My friend Oliver is a substantial man of affairs, much engrossed in the duties and responsibilities of a successful professional career. Realizing the danger of "nerves," he purchased an automobile, and frequently invites me to accompany him on his trips into the country. I can never repay his kindness, for these trips have wrought in me a great change. I never knew before the pure delights of repose and contemplation.

I recall an afternoon in early May when I first realized the possibilities of the automobile as a rest cure. We spent the afternoon in the cool recesses of a halfdeserted garage. The oil-soaked asphalt floor, the white beams overhead, the silent machines in quiet rows against the walls, made a picture of peace and tranquillity. The listless movements of the picturesque workmen as they talked their strange jargon in subdued undertones, and frequently rested from their labors, seemed in tune with the place and time. For three long hours Oliver and I sat and rested amid these ideal surroundings. We returned to our homes restored alike in mind and body.

Again, one breathless August afternoon Oliver and I were far afield close to Nature in the noonday of her maturest summer charms. That afternoon again we rested by the highway. We smoked and talked and waited. We observed every growing, flying, creeping, or swimming thing about us. We listened to the dry cicada in the treetop and grew wise in Nature's lore. We came to know each other as we never had before, and when our peaceful afternoon was ended, we returned to town through the summer twilight, slowly, with no undignified haste, in tow of a helpful friend who chanced our way.

Then there was that glorious autumn day when we roamed far from home, enticed by beautiful foliage and stimulating autumn air. I still remember the journey home. How quiet, and uneventful it all was! The machine, as if realizing its high mission, demanded frequent pauses and went only with gentle sighs of protestation. And when, amid the gathering darkness, we essayed to make haste, it uttered а final groan of anguish and remained immovable and mute. How thick the stars came out! How lovely the moonlight! How plaintive the whip-poor-will as we thought of far-off friends and dinners!

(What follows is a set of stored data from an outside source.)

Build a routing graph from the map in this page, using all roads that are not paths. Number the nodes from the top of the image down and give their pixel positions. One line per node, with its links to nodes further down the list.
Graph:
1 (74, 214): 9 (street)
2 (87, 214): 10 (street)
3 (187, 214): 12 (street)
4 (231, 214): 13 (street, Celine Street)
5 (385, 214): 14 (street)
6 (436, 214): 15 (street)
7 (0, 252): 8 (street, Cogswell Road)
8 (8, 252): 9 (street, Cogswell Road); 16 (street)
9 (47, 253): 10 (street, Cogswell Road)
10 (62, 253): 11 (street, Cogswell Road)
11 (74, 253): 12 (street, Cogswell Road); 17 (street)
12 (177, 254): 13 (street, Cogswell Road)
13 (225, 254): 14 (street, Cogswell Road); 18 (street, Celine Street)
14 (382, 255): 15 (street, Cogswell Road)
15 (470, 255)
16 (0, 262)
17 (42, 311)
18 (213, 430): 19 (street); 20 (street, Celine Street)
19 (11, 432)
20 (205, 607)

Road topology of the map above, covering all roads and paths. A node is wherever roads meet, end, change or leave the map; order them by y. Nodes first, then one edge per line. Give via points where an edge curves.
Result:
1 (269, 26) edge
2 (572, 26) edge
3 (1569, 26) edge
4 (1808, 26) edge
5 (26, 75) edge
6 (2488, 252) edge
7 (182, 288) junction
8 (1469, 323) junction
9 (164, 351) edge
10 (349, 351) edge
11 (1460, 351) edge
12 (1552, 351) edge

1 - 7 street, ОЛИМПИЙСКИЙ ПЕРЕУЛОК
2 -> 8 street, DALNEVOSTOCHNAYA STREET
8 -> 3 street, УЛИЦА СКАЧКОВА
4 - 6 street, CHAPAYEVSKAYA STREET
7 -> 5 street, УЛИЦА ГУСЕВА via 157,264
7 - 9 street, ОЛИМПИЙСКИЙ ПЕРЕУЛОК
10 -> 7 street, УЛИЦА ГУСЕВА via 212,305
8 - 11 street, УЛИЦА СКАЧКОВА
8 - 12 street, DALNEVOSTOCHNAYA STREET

Since I have become the friend of an automobilist I am a changed man. I am calm and philosophic, a lover and observer of nature and my fellow-men. It is a mystery to me that enterprising manufacturers have so long failed to exploit the restorative qualities of their machines. But it will come before long, for in the minds of thinking men there begins to dawn a faint conception of the untold possibilities for good, in this restless age, of the automobile as a rest cure.